Gene Roddenberry’s Federation is perhaps the most notable cultural expression of modernist utopianism. Yet later Star Trek series became more complicated and ambiguous, verging at times on the downright dystopian. (Ironically, a more complicated and ambiguous Star Trek has also at times been more open to religion.) The modernist utopia on the horizon continues to recede, looking increasingly like a mirage — literally so in the most explicit recent pop-culture attempt to reject apocalypticism and recapture Roddenberryesque utopianism, Brad Bird’s 2015 Tomorrowland. In so many words, Tomorrowland preaches that dystopian fantasies are killing us and proposes that positive thinking can literally change the world. Yet the movie’s promise of a shining futuristic city turns out to be a literal illusion without substance. Ironically, Tomorrowland settles for a typically apocalyptic action finale in which the end of the world is averted in an immense explosion, with a robot heroically self-destructing in order to take out a Black Box of Badness. Like many faith-based films, Tomorrowland tells but doesn’t show. It’s a faith-based film for secular hope — and even this secular hope is an anomalous curiosity today.
“Even when they explore the darkest depths of the soul or the most unsettling aspects of evil,” Pope St. John Paul II wrote 20 years ago in his 1999 “Letter to Artists,” “artists give voice in a way to the universal desire for redemption.” The secular apocalypse of our cultural moment is an icon of rootlessness and hopelessness, but the human spirit can’t live on despair.

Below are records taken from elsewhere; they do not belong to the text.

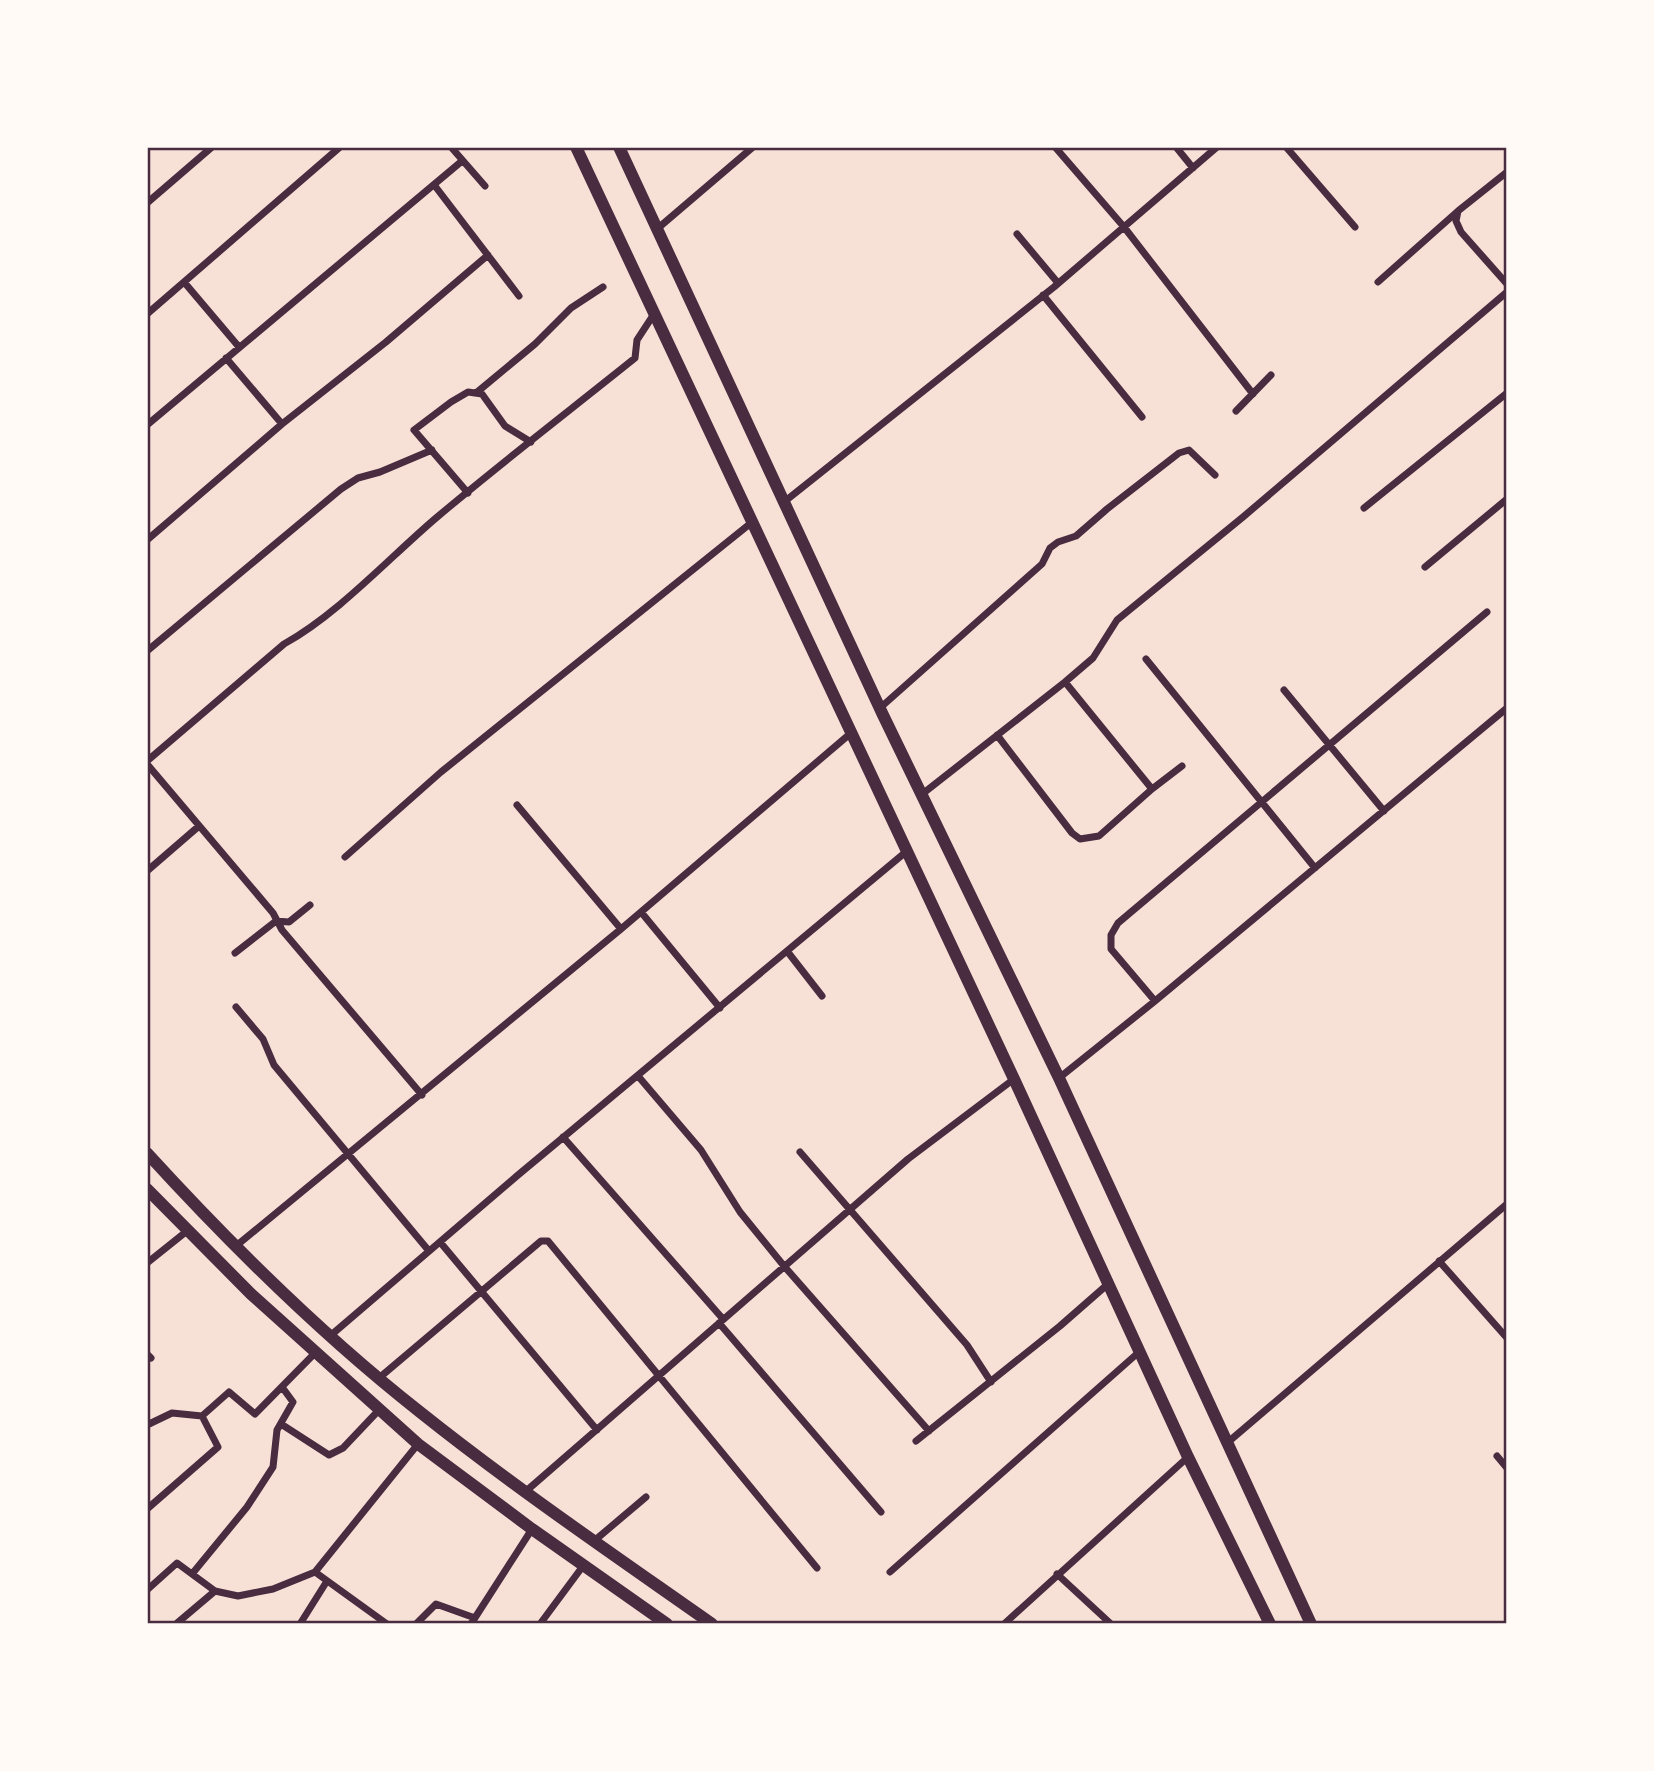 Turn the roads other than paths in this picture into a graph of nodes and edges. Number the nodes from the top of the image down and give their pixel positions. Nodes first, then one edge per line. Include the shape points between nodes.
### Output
1 (212, 147) edge
2 (340, 147) edge
3 (451, 147) edge
4 (576, 147) edge
5 (619, 147) edge
6 (752, 147) edge
7 (1055, 147) edge
8 (1176, 147) edge
9 (1217, 147) edge
10 (1286, 147) edge
11 (462, 161) junction
12 (1193, 168) junction
13 (1507, 172) edge
14 (435, 186) junction
15 (485, 186) dead end
16 (147, 204) edge
17 (1458, 211) junction
18 (1355, 226) dead end
19 (1124, 227) junction
20 (657, 229) junction
21 (1017, 234) dead end
22 (488, 255) junction
23 (184, 282) junction
24 (1378, 282) dead end
25 (1058, 283) junction
26 (1507, 284) edge
27 (603, 287) dead end
28 (1507, 292) edge
29 (1043, 295) junction
30 (519, 296) dead end
31 (147, 314) edge
32 (654, 314) junction
33 (239, 347) junction
34 (226, 358) junction
35 (1271, 375) dead end
36 (476, 393) junction
37 (1507, 393) edge
38 (1253, 394) junction
39 (1236, 411) dead end
40 (1142, 417) dead end
41 (282, 424) junction
42 (147, 425) edge
43 (531, 442) junction
44 (432, 450) junction
45 (1215, 475) dead end
46 (468, 493) junction
47 (1507, 499) edge
48 (784, 502) junction
49 (1364, 509) dead end
50 (751, 523) junction
51 (147, 540) edge
52 (1425, 567) dead end
53 (1487, 612) dead end
54 (147, 651) edge
55 (1146, 659) dead end
56 (1065, 682) junction
57 (1284, 690) dead end
58 (880, 708) junction
59 (1507, 708) edge
60 (851, 733) junction
61 (997, 736) junction
62 (1328, 746) junction
63 (147, 762) edge
64 (1182, 766) dead end
65 (1152, 789) junction
66 (921, 795) junction
67 (1262, 802) junction
68 (517, 804) dead end
69 (1384, 811) junction
70 (199, 826) junction
71 (907, 851) junction
72 (345, 857) dead end
73 (1315, 868) junction
74 (147, 872) edge
75 (310, 905) dead end
76 (641, 912) junction
77 (276, 921) junction
78 (621, 929) junction
79 (787, 951) junction
80 (235, 953) dead end
81 (822, 996) dead end
82 (1155, 1001) junction
83 (236, 1007) dead end
84 (720, 1007) junction
85 (638, 1076) junction
86 (1059, 1077) junction
87 (1014, 1079) junction
88 (422, 1095) junction
89 (563, 1138) junction
90 (800, 1152) dead end
91 (147, 1153) edge
92 (349, 1155) junction
93 (147, 1189) edge
94 (1507, 1204) edge
95 (849, 1210) junction
96 (187, 1231) junction
97 (440, 1242) junction
98 (236, 1246) junction
99 (429, 1251) junction
100 (1439, 1261) junction
101 (147, 1263) edge
102 (784, 1266) junction
103 (1108, 1284) junction
104 (481, 1292) junction
105 (721, 1321) junction
106 (330, 1336) junction
107 (1507, 1338) edge
108 (1139, 1352) junction
109 (315, 1353) junction
110 (658, 1376) junction
111 (379, 1378) junction
112 (991, 1382) junction
113 (282, 1387) junction
114 (379, 1410) junction
115 (202, 1416) junction
116 (281, 1424) junction
117 (147, 1425) edge
118 (597, 1430) junction
119 (929, 1431) junction
120 (916, 1441) dead end
121 (418, 1444) junction
122 (1226, 1444) junction
123 (1497, 1456) dead end
124 (1188, 1457) junction
125 (1507, 1468) edge
126 (525, 1492) junction
127 (646, 1497) dead end
128 (147, 1509) edge
129 (881, 1512) dead end
130 (532, 1529) junction
131 (594, 1541) junction
132 (583, 1566) junction
133 (817, 1568) dead end
134 (315, 1572) junction
135 (890, 1572) dead end
136 (192, 1574) junction
137 (1057, 1574) junction
138 (327, 1581) junction
139 (147, 1590) edge
140 (215, 1591) junction
141 (473, 1621) edge
142 (176, 1624) edge
143 (300, 1624) edge
144 (387, 1624) edge
145 (416, 1624) edge
146 (540, 1624) edge
147 (667, 1624) edge
148 (712, 1624) edge
149 (1004, 1624) edge
150 (1111, 1624) edge
151 (1270, 1624) edge
152 (1311, 1624) edge

1 - 16 street
2 - 23 street
3 - 11 street
4 - 32 main road
5 - 20 main road
6 - 20 street
7 - 19 street
8 - 12 street
9 - 12 street
10 - 18 street
11 - 14 street
11 - 15 street
12 - 19 street
13 - 17 street
14 - 22 street
14 - 33 street
17 - 24 street
17 - 26 street via 1455,221 1461,232
19 - 25 street
19 - 38 street
20 - 48 main road
21 - 25 street
22 - 30 street
22 - 41 street
23 - 31 street
23 - 33 street
25 - 29 street
27 - 36 street via 571,308
28 - 56 street via 1117,620 1093,658
29 - 40 street
29 - 48 street
32 - 43 street via 637,340 635,358
32 - 50 main road
33 - 34 street
34 - 41 street
34 - 42 street
35 - 38 street
36 - 43 street via 482,394 505,426
36 - 44 street via 468,392 451,402 414,430
37 - 49 street
38 - 39 street
41 - 51 street
43 - 46 street
44 - 46 street
44 - 54 street via 341,489
45 - 58 street via 1189,450 1180,453 1076,536 1050,548 1042,564
46 - 63 street
47 - 52 street
48 - 58 main road
50 - 60 main road
50 - 72 street via 441,772
53 - 62 street
55 - 67 street
56 - 61 street
56 - 65 street
57 - 62 street
58 - 66 main road
59 - 69 street
60 - 71 main road
60 - 76 street
61 - 65 street via 1080,839 1099,836
61 - 66 street
62 - 67 street
62 - 69 street
63 - 70 street
64 - 65 street
66 - 86 main road
67 - 73 street
67 - 82 street via 1118,923 1111,935 1111,949
68 - 78 street
69 - 73 street
70 - 74 street
70 - 77 street
71 - 79 street
71 - 87 main road
73 - 82 street
75 - 77 street via 289,922
76 - 78 street
76 - 84 street
77 - 80 street
77 - 88 street
78 - 88 street
79 - 81 street
79 - 84 street
82 - 86 street
83 - 92 street via 263,1039 274,1065
84 - 85 street
85 - 89 street
85 - 102 street via 701,1150 740,1212
86 - 122 main road
87 - 95 street
87 - 103 main road
88 - 92 street
89 - 97 street
89 - 105 street
90 - 95 street
91 - 98 main road
92 - 98 street
92 - 99 street
93 - 96 main road
94 - 100 street
95 - 102 street
95 - 112 street via 967,1345
96 - 101 street
96 - 109 main road
97 - 99 street
97 - 104 street
98 - 106 main road
99 - 106 street
100 - 107 street
100 - 122 street
102 - 105 street
102 - 119 street
103 - 108 main road
103 - 112 street
104 - 110 street via 541,1241 548,1241
104 - 111 street
104 - 118 street
105 - 110 street
105 - 129 street
106 - 111 main road
108 - 124 main road
108 - 135 street
109 - 113 street
109 - 114 main road
110 - 118 street
110 - 133 street
111 - 126 main road
112 - 119 street
113 - 115 street via 255,1414 229,1392
113 - 116 street via 293,1402
114 - 116 street via 343,1448 328,1455
114 - 121 main road
115 - 117 street via 172,1413
115 - 128 street via 218,1447
116 - 136 street via 273,1466 247,1507
118 - 126 street
119 - 120 street
121 - 130 main road
121 - 134 street
122 - 152 main road
123 - 125 street
124 - 137 street
124 - 151 main road
126 - 131 main road
127 - 131 street
130 - 132 main road
130 - 141 street
131 - 148 main road
132 - 146 street
132 - 147 main road
134 - 138 street
134 - 140 street via 251,1594
136 - 139 street via 177,1563
136 - 140 street
137 - 149 street
137 - 150 street
138 - 143 street
138 - 144 street
140 - 142 street
141 - 145 street via 436,1604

There are tokens of hope in most pop-culture versions of the apocalypse. How persuasive are these hopes? Is there anything better out there? In our post-everything world, what comes after everything? While people of faith discuss and debate how best to live in an increasingly irreligious world, these questions lurk in the minds and imaginations of people around us. Are the two conversations entirely separate or do they overlap? What can believers and nonbelievers say to one another at the end of the world? That is part of the challenge facing us all in our secular apocalyptic moment.